▽

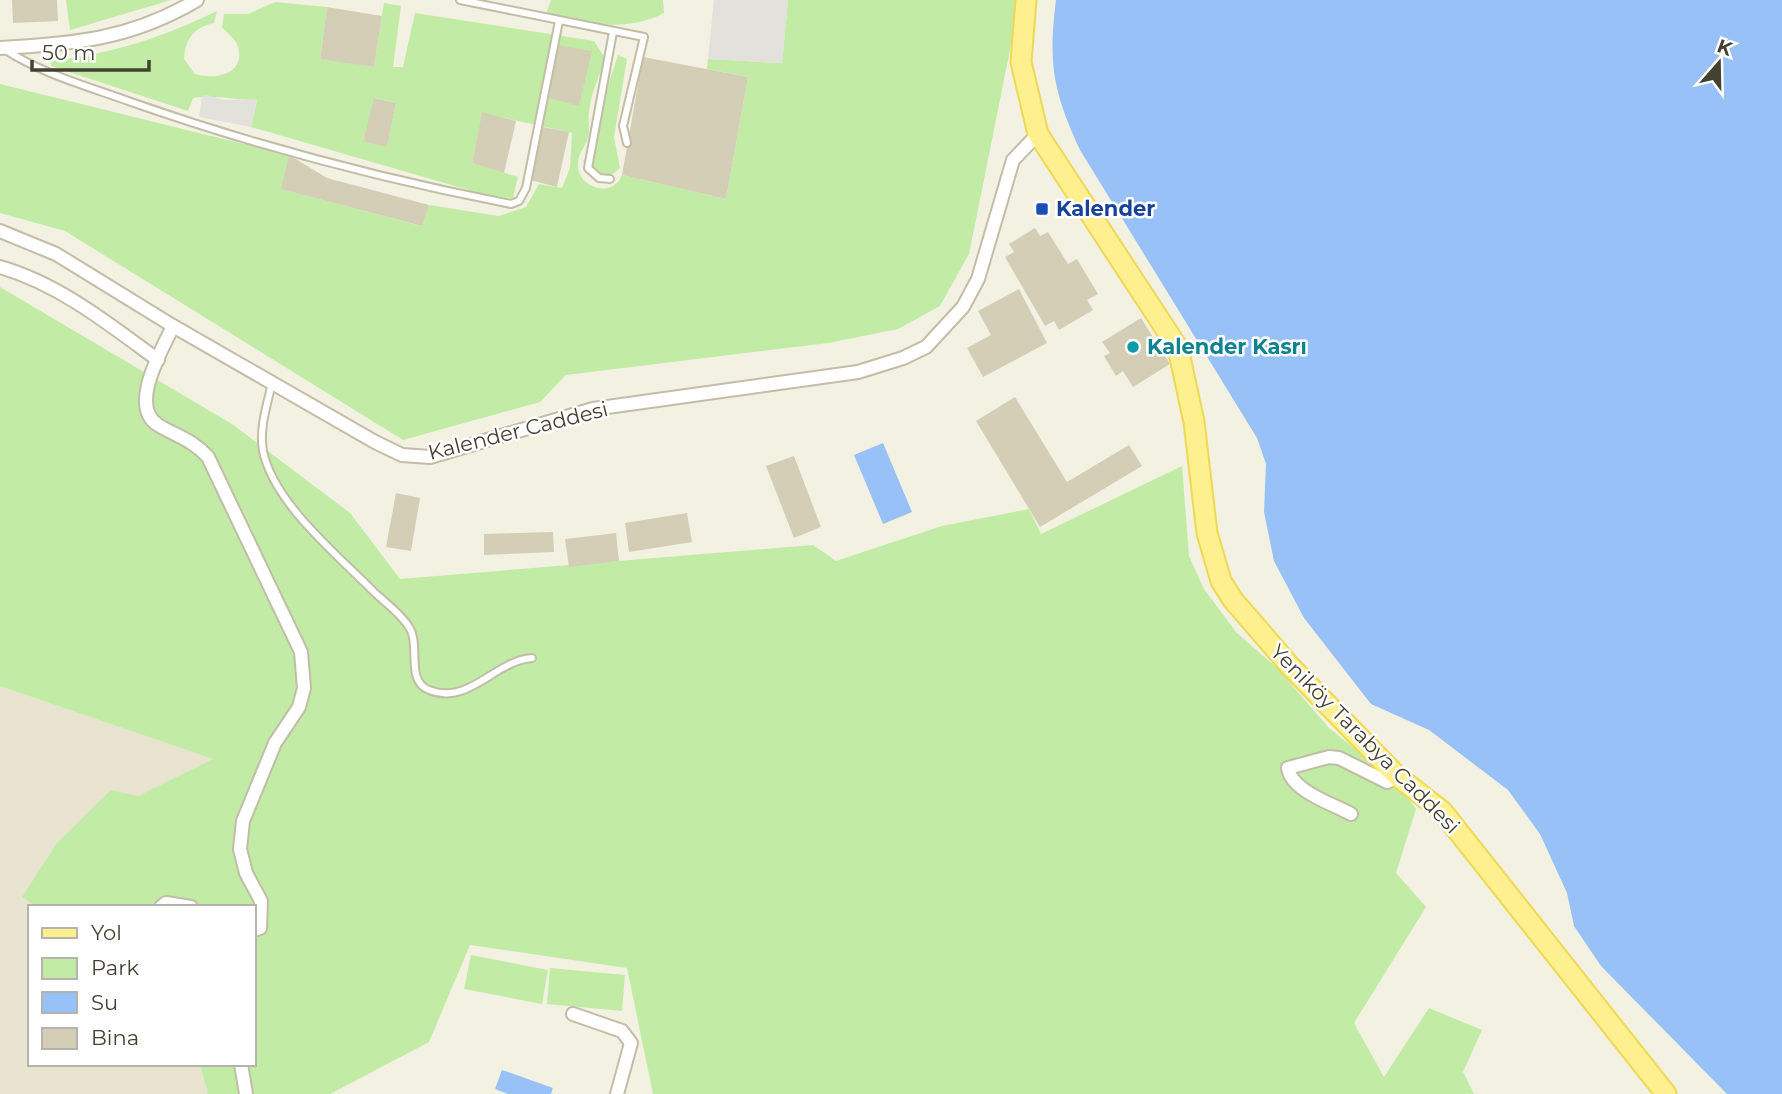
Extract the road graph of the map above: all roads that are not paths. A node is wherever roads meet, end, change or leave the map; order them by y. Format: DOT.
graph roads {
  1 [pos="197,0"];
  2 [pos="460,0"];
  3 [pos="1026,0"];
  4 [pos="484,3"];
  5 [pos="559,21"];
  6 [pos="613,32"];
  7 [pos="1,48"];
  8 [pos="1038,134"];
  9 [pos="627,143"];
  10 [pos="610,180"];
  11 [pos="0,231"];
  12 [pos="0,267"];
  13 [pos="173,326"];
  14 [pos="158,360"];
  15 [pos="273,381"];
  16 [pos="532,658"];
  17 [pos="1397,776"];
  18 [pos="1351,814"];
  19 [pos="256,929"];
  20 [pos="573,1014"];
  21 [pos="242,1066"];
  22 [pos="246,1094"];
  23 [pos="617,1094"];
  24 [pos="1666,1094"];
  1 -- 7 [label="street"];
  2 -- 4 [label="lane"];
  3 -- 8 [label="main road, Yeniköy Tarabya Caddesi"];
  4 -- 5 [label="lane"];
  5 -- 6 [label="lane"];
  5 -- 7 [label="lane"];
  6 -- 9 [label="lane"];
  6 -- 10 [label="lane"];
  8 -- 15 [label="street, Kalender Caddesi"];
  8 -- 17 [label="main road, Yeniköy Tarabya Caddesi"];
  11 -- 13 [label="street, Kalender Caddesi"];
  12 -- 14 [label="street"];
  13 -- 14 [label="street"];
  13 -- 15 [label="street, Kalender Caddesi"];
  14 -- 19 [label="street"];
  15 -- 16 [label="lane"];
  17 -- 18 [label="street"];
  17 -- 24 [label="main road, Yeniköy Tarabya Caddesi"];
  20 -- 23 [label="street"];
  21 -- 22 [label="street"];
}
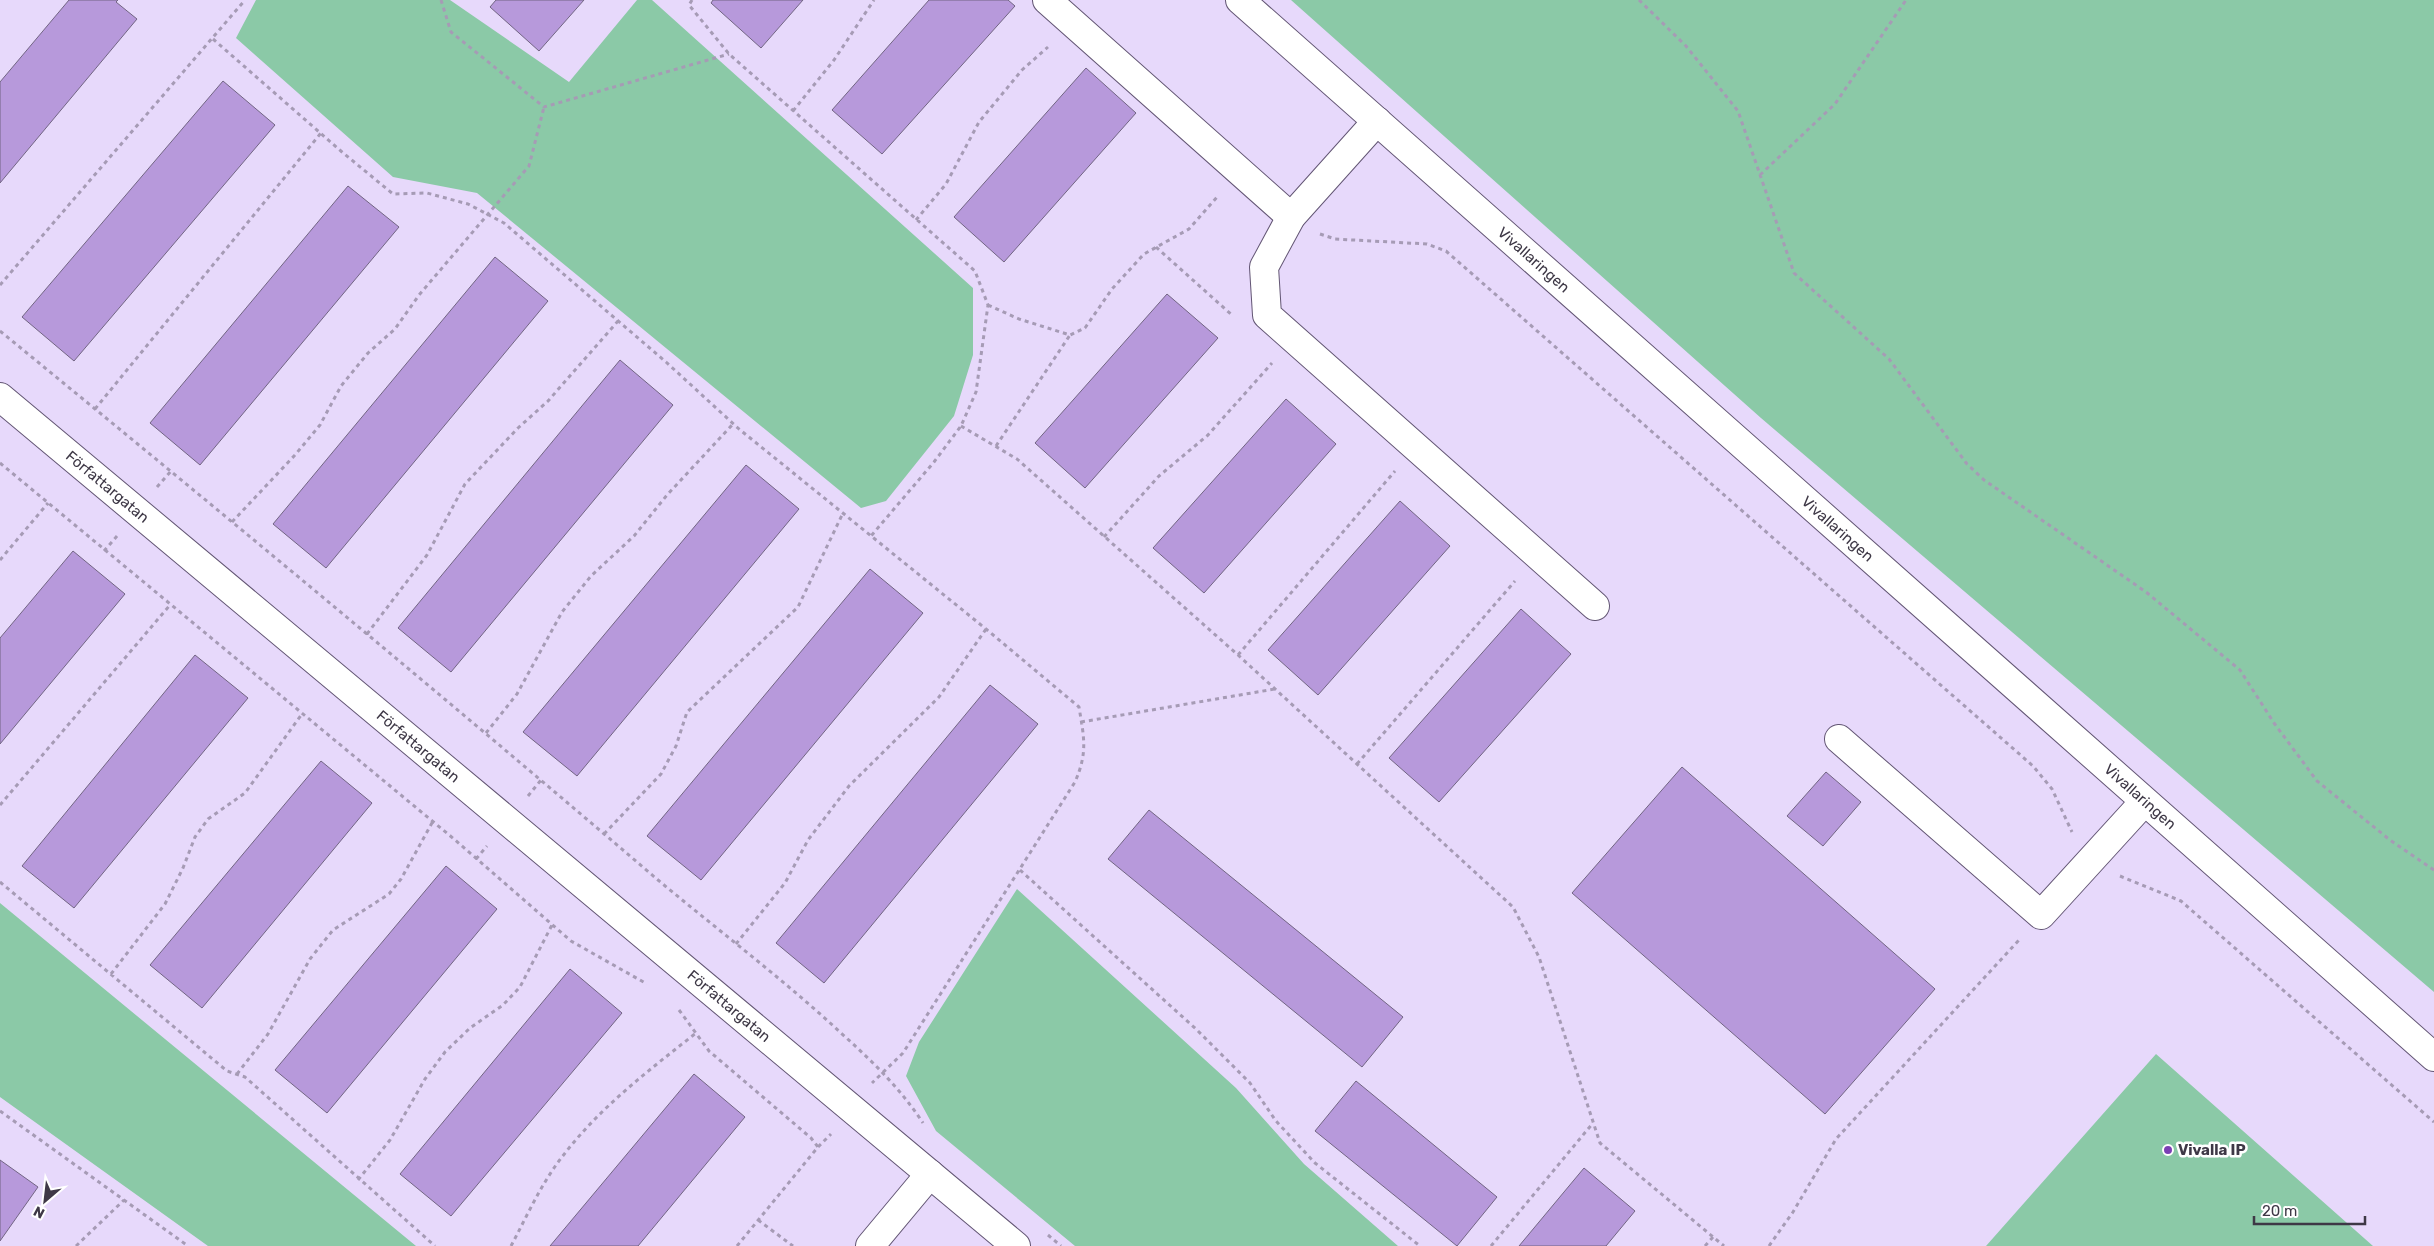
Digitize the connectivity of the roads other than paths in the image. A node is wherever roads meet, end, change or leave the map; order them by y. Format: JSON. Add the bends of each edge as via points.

△
▽

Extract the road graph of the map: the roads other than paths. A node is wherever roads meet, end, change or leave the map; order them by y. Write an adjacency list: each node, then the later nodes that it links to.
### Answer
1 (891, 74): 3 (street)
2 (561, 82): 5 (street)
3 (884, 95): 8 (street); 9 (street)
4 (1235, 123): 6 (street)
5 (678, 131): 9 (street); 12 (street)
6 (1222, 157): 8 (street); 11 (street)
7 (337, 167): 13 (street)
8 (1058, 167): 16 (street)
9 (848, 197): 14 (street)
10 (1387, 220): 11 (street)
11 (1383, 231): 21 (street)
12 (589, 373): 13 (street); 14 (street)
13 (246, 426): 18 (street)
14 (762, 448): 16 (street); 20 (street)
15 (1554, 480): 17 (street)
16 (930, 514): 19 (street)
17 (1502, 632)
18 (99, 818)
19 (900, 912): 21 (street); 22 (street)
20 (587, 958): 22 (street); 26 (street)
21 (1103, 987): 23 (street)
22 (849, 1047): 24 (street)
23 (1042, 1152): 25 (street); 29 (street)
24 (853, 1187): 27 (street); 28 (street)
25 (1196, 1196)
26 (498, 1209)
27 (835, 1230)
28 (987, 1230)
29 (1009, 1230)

△
▽

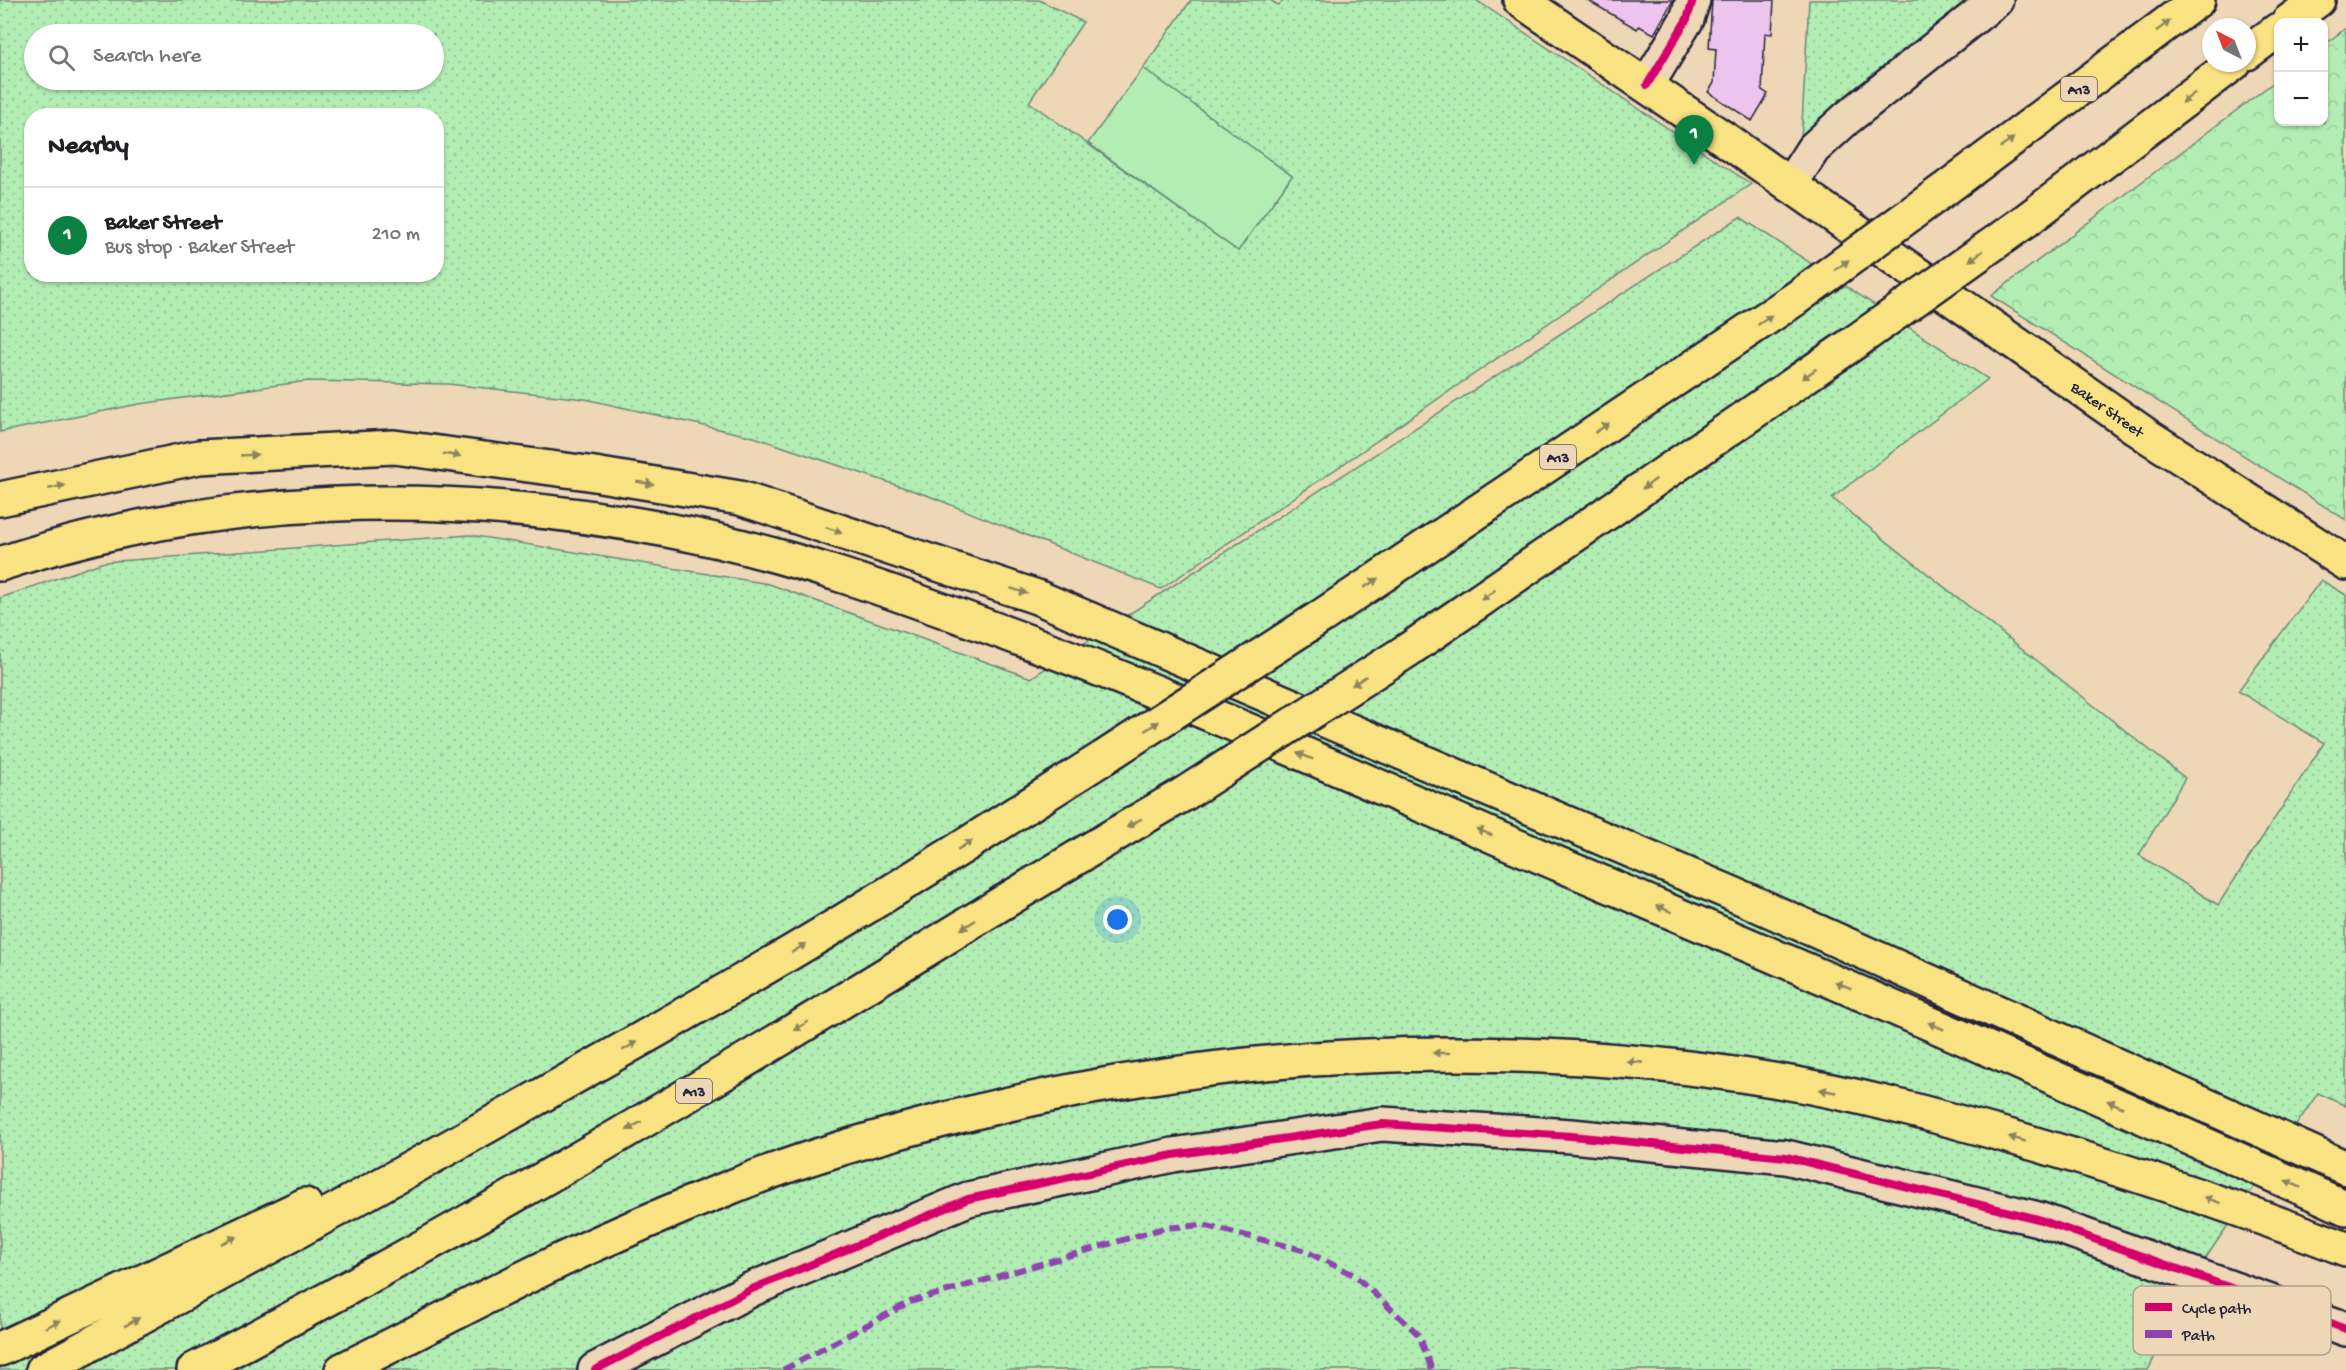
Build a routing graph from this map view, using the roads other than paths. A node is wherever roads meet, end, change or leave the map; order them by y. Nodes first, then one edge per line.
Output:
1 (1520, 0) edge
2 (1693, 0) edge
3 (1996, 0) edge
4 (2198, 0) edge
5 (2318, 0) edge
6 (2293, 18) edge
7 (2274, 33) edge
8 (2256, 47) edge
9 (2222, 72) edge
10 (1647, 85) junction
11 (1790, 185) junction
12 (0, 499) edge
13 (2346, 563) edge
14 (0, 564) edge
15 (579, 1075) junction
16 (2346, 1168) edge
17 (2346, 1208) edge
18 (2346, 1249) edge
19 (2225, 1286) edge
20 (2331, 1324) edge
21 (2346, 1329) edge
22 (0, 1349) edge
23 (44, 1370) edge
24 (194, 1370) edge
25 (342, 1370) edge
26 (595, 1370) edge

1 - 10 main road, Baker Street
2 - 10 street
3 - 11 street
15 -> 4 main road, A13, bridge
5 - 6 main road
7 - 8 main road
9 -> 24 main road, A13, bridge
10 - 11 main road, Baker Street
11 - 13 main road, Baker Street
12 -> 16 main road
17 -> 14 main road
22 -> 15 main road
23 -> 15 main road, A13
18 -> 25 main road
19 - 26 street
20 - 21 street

△

**REQUIRED ACTION**
In the material above, find every line that has the string "other" and pull those lines out.

**EXPECTED OUTPUT**
Digitize the connectivity of the roads other than paths in the image. A node is wherever roads meet, end, change or leave the map; order them by y. Format: JSON. Add the bends of each edge as via points.
Extract the road graph of the map: the roads other than paths. A node is wherever roads meet, end, change or leave the map; order them by y. Write an adjacency list: each node, then the later nodes that it links to.
Build a routing graph from this map view, using the roads other than paths. A node is wherever roads meet, end, change or leave the map; order them by y. Nodes first, then one edge per line.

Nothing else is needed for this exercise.